Around 14 ‘Art for Concern’ exhibitions are held each year, featuring art forms such as Chola bronze, Gond, Kalighat, Mata Ni Pachedi, Mithila/Madhubani, Pattachitra, Phad, Sanjhi paper art, and Terracotta art. Some of these artworks are showcased in this edition of PhotoSparks, and are priced in the range of Rs 10,000 to Rs 1.5 lakhs.

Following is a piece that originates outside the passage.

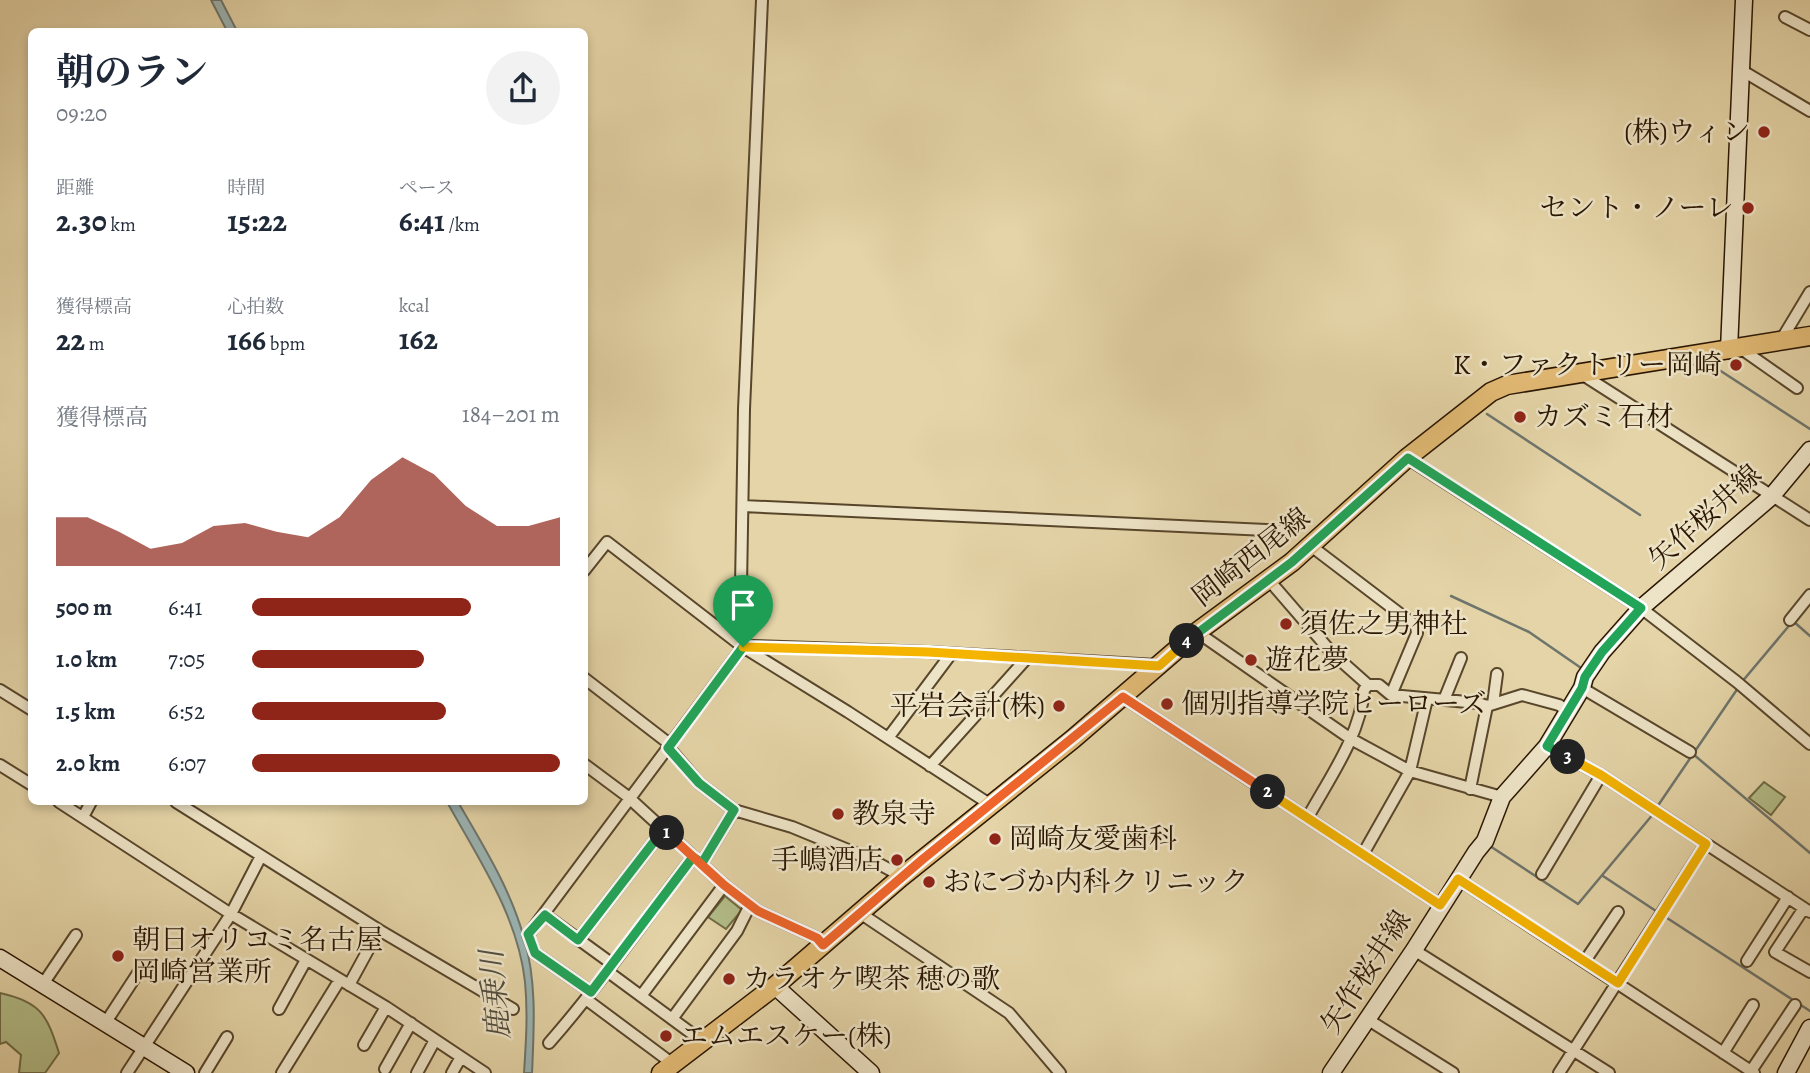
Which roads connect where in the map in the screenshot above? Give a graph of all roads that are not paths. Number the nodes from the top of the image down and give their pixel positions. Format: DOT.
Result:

The exhibition partner was Secure Giving, which specialises in fundraising events for charities. Its other events include ‘Pause for a Cause’ pop-up markets and the Annual Charity Auction. Art events have been held in cities ranging from Indore and Vadodara to Chandigarh and Ludhiana. Proceeds from the events go towards education, health and community development initiatives.

“We promote Indian art while also contributing to the socio-economic development of underprivileged sections of our society. Many artists around the world connect to local causes and communities,” said Sankalita Das, manager and curator at Secure Giving, in a chat with YourStory.

Their exhibitions have been supported by master artists such as Badri Narayan, K.H. Ara, Akbar Padamsee, Lalu Prasad Shaw, T. Vaikuntam, Prafulla Dhanukar, Gurcharan Singh, and Jayasri Burman.

“This is your own national heritage. Support these dying art forms by buying the art works and contributing to the artists’ livelihood,” Sankalita advises audiences. Featured artists at the exhibition include Prakash Joshi, Sanjay Manubhai Chitara, Akshaya Bariki, Sushil Soni, Manish Jha, Venkat Raman Singh Shyam, Sanwar Chitrakar, Anwar C, Gopal Joshi, Mohan Varma, and Nilesh Kumar Soni.

“While many e-commerce and crafts sites promote folk art, exhibitions offer you the rare opportunity to see original folk artworks in real life and get a sense of their true beauty,” Sankalita signs off.

Now, what have you done today to not just learn about India’s vast art heritage, but support folk artists in their creative enterprise?